The following are some of the different types of document granularity organizations we’ve had to deal with:

  • Magazines:  Should you index the entire issue as a single entry, or each article separately? 
    • Generally it was felt that indexing each article made more sense and provided more semantically coherent units for search.
  • The United States Code:  This database has units at many different levels:  Title, Chapter, Sub-Chapter, Part, Sub-Part, and Section.
    • In this case, since people often cite the individual section (as in, “Title 35 USC Section 13.2”), it was decided to split up the file into the smallest possible unit at the section level.
  • Parts Catalog:  Should each “product type” (for example, “Handlebars”) be indexed, or each SKU (for example, “black handlebar for a Kawasaki 3200”)? 
    • Since SKUs are associated with prices and are more useful to the user (in other words, users are typically searching for handlebars for a specific bike), we recommended indexing at the SKU level.
  • Job Search Application:  Should we index a record for each applicant, or each résumé (each applicant can have multiple résumés)? 
    • Since recruiters are looking for people (not résumés), it was decided to index each applicant as a separate entry, not each résumé.
  • Terrorist Names or Aliases:  How should we search for people names, when each person can have multiple aliases? 
    • In this case, since we were doing pattern searches over name fragments, we decided to index the aliases in separate documents to reduce cross talk of the search expression which is much more problematic with pattern searches than it is with full text searches.
    • Clutter in the search results was reduced with field collapsing (aka, results grouping).

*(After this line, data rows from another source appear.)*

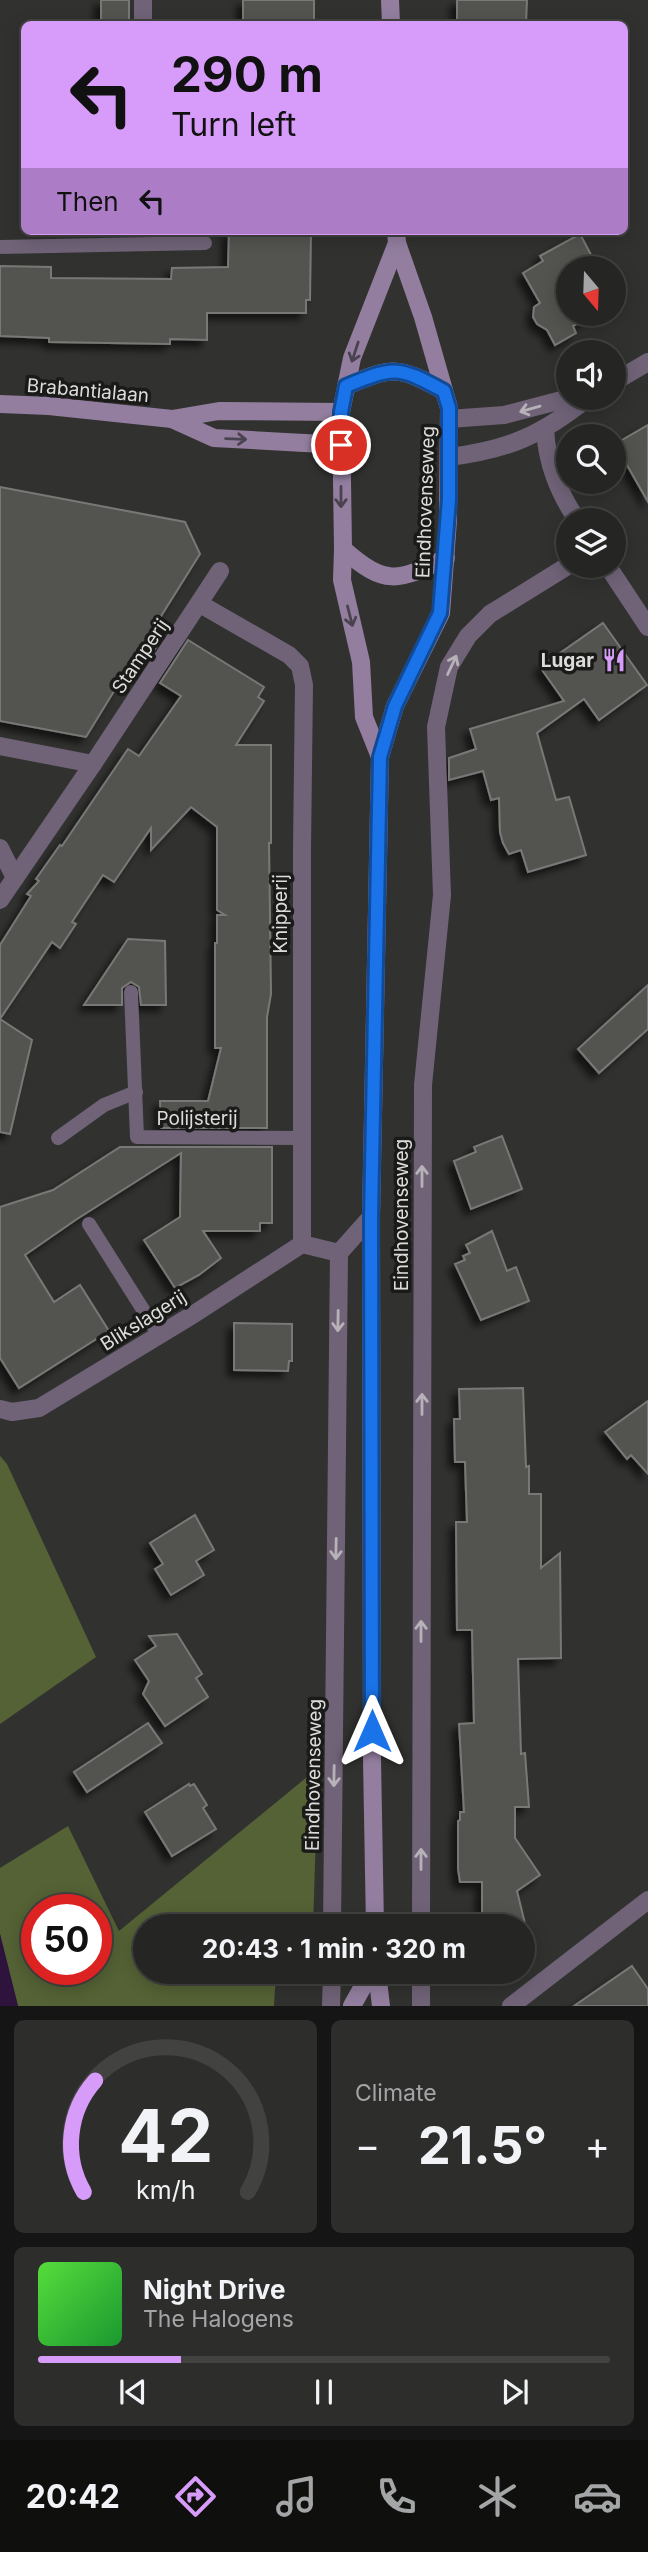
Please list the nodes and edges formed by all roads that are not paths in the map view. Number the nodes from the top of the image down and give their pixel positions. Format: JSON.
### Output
{"nodes":[{"id":1,"x":143,"y":0,"type":"edge"},
{"id":2,"x":390,"y":0,"type":"edge"},
{"id":3,"x":143,"y":21,"type":"edge"},
{"id":4,"x":391,"y":21,"type":"edge"},
{"id":5,"x":397,"y":237,"type":"edge"},
{"id":6,"x":205,"y":243,"type":"dead end"},
{"id":7,"x":0,"y":247,"type":"edge"},
{"id":8,"x":648,"y":362,"type":"edge"},
{"id":9,"x":626,"y":375,"type":"edge"},
{"id":10,"x":346,"y":386,"type":"junction"},
{"id":11,"x":444,"y":391,"type":"junction"},
{"id":12,"x":556,"y":401,"type":"edge"},
{"id":13,"x":0,"y":404,"type":"edge"},
{"id":14,"x":571,"y":410,"type":"edge"},
{"id":15,"x":341,"y":412,"type":"junction"},
{"id":16,"x":172,"y":419,"type":"junction"},
{"id":17,"x":449,"y":419,"type":"junction"},
{"id":18,"x":545,"y":429,"type":"junction"},
{"id":19,"x":341,"y":445,"type":"junction"},
{"id":20,"x":449,"y":457,"type":"junction"},
{"id":21,"x":569,"y":508,"type":"edge"},
{"id":22,"x":344,"y":548,"type":"junction"},
{"id":23,"x":446,"y":558,"type":"junction"},
{"id":24,"x":220,"y":571,"type":"dead end"},
{"id":25,"x":556,"y":573,"type":"edge"},
{"id":26,"x":616,"y":578,"type":"edge"},
{"id":27,"x":200,"y":604,"type":"junction"},
{"id":28,"x":648,"y":627,"type":"edge"},
{"id":29,"x":0,"y":746,"type":"edge"},
{"id":30,"x":380,"y":757,"type":"junction"},
{"id":31,"x":93,"y":764,"type":"junction"},
{"id":32,"x":0,"y":848,"type":"edge"},
{"id":33,"x":15,"y":878,"type":"junction"},
{"id":34,"x":0,"y":900,"type":"edge"},
{"id":35,"x":131,"y":992,"type":"dead end"},
{"id":36,"x":136,"y":1092,"type":"junction"},
{"id":37,"x":58,"y":1138,"type":"dead end"},
{"id":38,"x":301,"y":1138,"type":"junction"},
{"id":39,"x":371,"y":1217,"type":"junction"},
{"id":40,"x":89,"y":1224,"type":"dead end"},
{"id":41,"x":302,"y":1244,"type":"junction"},
{"id":42,"x":339,"y":1253,"type":"junction"},
{"id":43,"x":159,"y":1335,"type":"junction"},
{"id":44,"x":0,"y":1409,"type":"edge"},
{"id":45,"x":648,"y":1900,"type":"edge"},
{"id":46,"x":332,"y":1914,"type":"edge"},
{"id":47,"x":375,"y":1914,"type":"edge"},
{"id":48,"x":421,"y":1914,"type":"edge"},
{"id":49,"x":332,"y":1984,"type":"edge"},
{"id":50,"x":364,"y":1984,"type":"edge"},
{"id":51,"x":378,"y":1984,"type":"edge"},
{"id":52,"x":421,"y":1984,"type":"edge"},
{"id":53,"x":331,"y":2006,"type":"edge"},
{"id":54,"x":352,"y":2006,"type":"edge"},
{"id":55,"x":381,"y":2006,"type":"edge"},
{"id":56,"x":421,"y":2006,"type":"edge"},
{"id":57,"x":511,"y":2006,"type":"edge"}],
"edges":[{"from":1,"to":3,"type":"street"},
{"from":2,"to":4,"type":"main road"},
{"from":5,"to":10,"type":"main road","name":"Eindhovenseweg","one_way":true},
{"from":5,"to":11,"type":"main road","name":"Eindhovenseweg"},
{"from":6,"to":7,"type":"lane"},
{"from":8,"to":9,"type":"street"},
{"from":10,"to":11,"type":"main road"},
{"from":10,"to":15,"type":"main road","name":"Eindhovenseweg"},
{"from":11,"to":17,"type":"main road","name":"Eindhovenseweg"},
{"from":12,"to":17,"type":"street","one_way":true},
{"from":13,"to":16,"type":"main road","name":"Brabantialaan"},
{"from":14,"to":18,"type":"street"},
{"from":15,"to":16,"type":"main road","name":"Brabantialaan"},
{"from":15,"to":19,"type":"main road","name":"Eindhovenseweg"},
{"from":16,"to":19,"type":"main road","name":"Brabantialaan","one_way":true},
{"from":17,"to":20,"type":"main road","name":"Eindhovenseweg"},
{"from":18,"to":20,"type":"street"},
{"from":18,"to":21,"type":"street"},
{"from":19,"to":22,"type":"main road","name":"Eindhovenseweg","one_way":true},
{"from":20,"to":23,"type":"main road","name":"Eindhovenseweg"},
{"from":22,"to":23,"type":"main road"},
{"from":22,"to":30,"type":"main road","name":"Eindhovenseweg","one_way":true},
{"from":23,"to":30,"type":"main road","name":"Eindhovenseweg"},
{"from":24,"to":27,"type":"street","name":"Stamperij"},
{"from":48,"to":25,"type":"street","name":"Eindhovenseweg","one_way":true},
{"from":26,"to":28,"type":"street"},
{"from":27,"to":31,"type":"street","name":"Stamperij"},
{"from":27,"to":38,"type":"street","name":"Knipperij"},
{"from":29,"to":31,"type":"street"},
{"from":30,"to":39,"type":"main road","name":"Eindhovenseweg"},
{"from":31,"to":33,"type":"street","name":"Stamperij"},
{"from":32,"to":33,"type":"street"},
{"from":33,"to":34,"type":"street","name":"Stamperij"},
{"from":35,"to":36,"type":"lane","name":"Polijsterij"},
{"from":36,"to":37,"type":"lane","name":"Polijsterij"},
{"from":36,"to":38,"type":"lane","name":"Polijsterij"},
{"from":38,"to":41,"type":"street","name":"Knipperij"},
{"from":39,"to":42,"type":"street","name":"Eindhovenseweg"},
{"from":39,"to":47,"type":"main road","name":"Eindhovenseweg"},
{"from":40,"to":43,"type":"lane"},
{"from":41,"to":42,"type":"street"},
{"from":41,"to":43,"type":"street","name":"Blikslagerij"},
{"from":42,"to":46,"type":"street","name":"Eindhovenseweg","one_way":true},
{"from":43,"to":44,"type":"street","name":"Blikslagerij"},
{"from":45,"to":57,"type":"street"},
{"from":49,"to":53,"type":"street"},
{"from":50,"to":54,"type":"main road"},
{"from":51,"to":55,"type":"main road"},
{"from":52,"to":56,"type":"street"}]}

Finally, when trying to determine the optimum granularity of the documents in your index, you’ll need to consider what search features are available from your search engine. Many of the issues described above (lack of joins, cross talk, swamping of search results) can be alleviated using special search engine features, including:

  • Full XML searching (also known as “Scope Searching” to preserve some embedded structure within the document
  • Field collapsing / results grouping / duplicate removal
  • Multiple fields


Commandment #5:  Let There Be But a Single Purpose for Each of Thy Search Engine Fields

When doing search engine architecture, be really clear as to the purpose of each field. If you discover that a single field has multiple uses, consider splitting it into multiple fields.

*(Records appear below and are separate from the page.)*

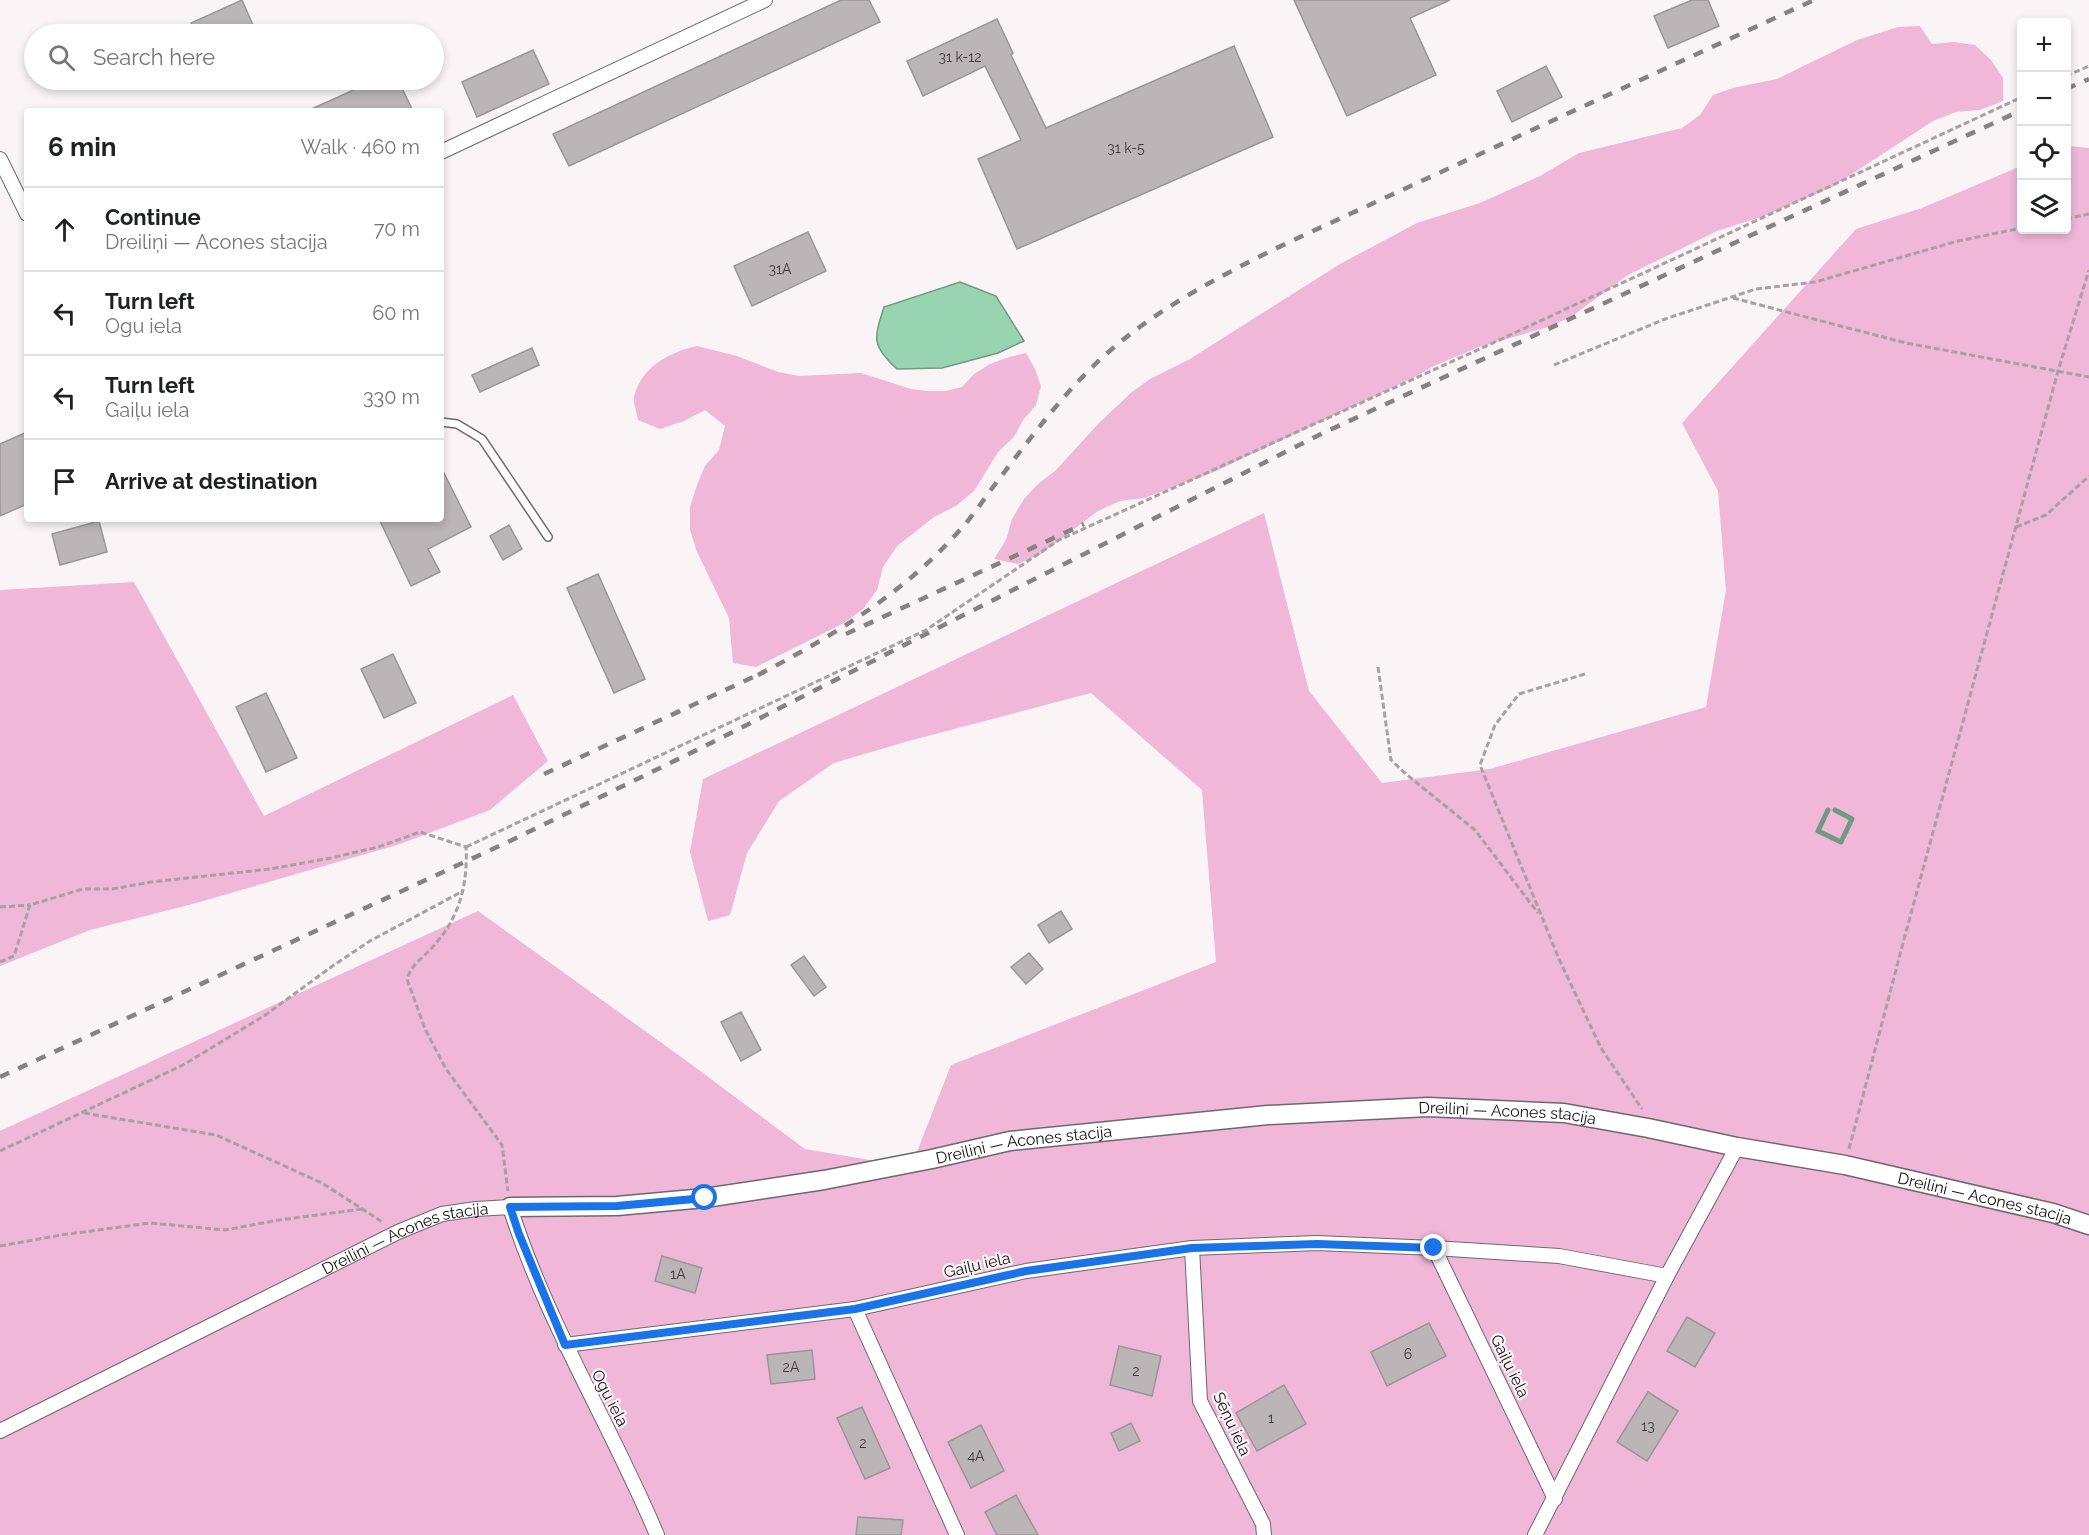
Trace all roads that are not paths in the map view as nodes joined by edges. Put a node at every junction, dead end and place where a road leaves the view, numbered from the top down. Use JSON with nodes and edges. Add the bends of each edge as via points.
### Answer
{"nodes":[{"id":1,"x":765,"y":0,"type":"edge"},
{"id":2,"x":444,"y":151,"type":"edge"},
{"id":3,"x":0,"y":159,"type":"edge"},
{"id":4,"x":24,"y":208,"type":"edge"},
{"id":5,"x":444,"y":422,"type":"edge"},
{"id":6,"x":548,"y":537,"type":"dead end"},
{"id":7,"x":1737,"y":1147,"type":"junction"},
{"id":8,"x":510,"y":1207,"type":"junction"},
{"id":9,"x":2089,"y":1225,"type":"edge"},
{"id":10,"x":1192,"y":1248,"type":"junction"},
{"id":11,"x":1434,"y":1248,"type":"junction"},
{"id":12,"x":1667,"y":1276,"type":"junction"},
{"id":13,"x":855,"y":1309,"type":"junction"},
{"id":14,"x":565,"y":1345,"type":"junction"},
{"id":15,"x":0,"y":1431,"type":"edge"},
{"id":16,"x":1555,"y":1499,"type":"junction"},
{"id":17,"x":657,"y":1535,"type":"edge"},
{"id":18,"x":957,"y":1535,"type":"edge"},
{"id":19,"x":1264,"y":1535,"type":"edge"},
{"id":20,"x":1535,"y":1535,"type":"edge"}],
"edges":[{"from":1,"to":2,"type":"street"},
{"from":3,"to":4,"type":"street"},
{"from":5,"to":6,"type":"lane","via":[[457,424],[482,439]]},
{"from":7,"to":8,"type":"street","name":"Dreiliņi — Acones stacija","via":[[1564,1113],[1428,1107],[1268,1115],[1010,1141],[824,1180],[705,1198],[617,1206]]},
{"from":7,"to":9,"type":"street","name":"Dreiliņi — Acones stacija","via":[[1845,1165],[2053,1213]]},
{"from":7,"to":12,"type":"street"},
{"from":8,"to":14,"type":"street","name":"Ogu iela"},
{"from":8,"to":15,"type":"street","name":"Dreiliņi — Acones stacija","via":[[442,1214],[398,1232]]},
{"from":10,"to":11,"type":"street","name":"Gaiļu iela","via":[[1317,1244]]},
{"from":10,"to":13,"type":"street","name":"Gaiļu iela","via":[[1026,1271]]},
{"from":10,"to":19,"type":"street","name":"Sēņu iela","via":[[1200,1401],[1263,1524]]},
{"from":11,"to":12,"type":"street","name":"Gaiļu iela","via":[[1559,1256]]},
{"from":11,"to":16,"type":"street","name":"Gaiļu iela"},
{"from":12,"to":16,"type":"street"},
{"from":13,"to":14,"type":"street","name":"Gaiļu iela"},
{"from":13,"to":18,"type":"street"},
{"from":14,"to":17,"type":"street","name":"Ogu iela","via":[[633,1478]]},
{"from":16,"to":20,"type":"street"}]}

This rule is intended to improve overall system flexibility. For example, what if a field is used for both X & Y? What should you do if a collection needs only X, or only Y? Or what if a collection of documents needs different values for X and Y?

The message here is that, over time, your search engine will be asked to handle many different document collections, of many different types:


Flexibility is key. Allow each document to express itself in the most natural fashion, and your system will be more accurate overall and will be better able to handle the diverse needs of your various user communities.

Example 1:  A “collection code” is used for two purposes:  1) How documents are processed, and 2) How documents are grouped together into collections for end-user consumption.

Recommendation:  Split this field into two fields:  “Processing Code” and “Access Collection Code”

Example 2:  “Title” is used to show the document title to the user in the search results, and also to boost documents which have query hits on “high value content”.

Recommendation:  Split this field into two fields:  “title” (for results display) and “grank1” (for holding high value content, which may include an edited version of the title plus content from other fields).

Example 3:  A media company uses “asset type” to show what icon to display in the search results and also to determine what documents are searched for certain types of searches.

Recommendation:  Split this field into two fields:  “Search Type” (for controlling search results) and “Asset Type” (for displaying the icon).

In summary, remember that fields for search engines are used to control search. This is different than fields in relational databases which are really more about canonical data storage. We encourage using multiple fields for all of the situations described above.

Commandment #6:  Do Not Desirous Too Much of Thy Engine

How much customization of your search engine are you doing? If you are customizing it too much, this is an indication that you may be asking too much of your search engine.

At Search Technologies, we like to keep our search engines as close to “off the shelf” as possible. This leaves the search engine in its sweet spot, handling the tasks for which it was originally designed.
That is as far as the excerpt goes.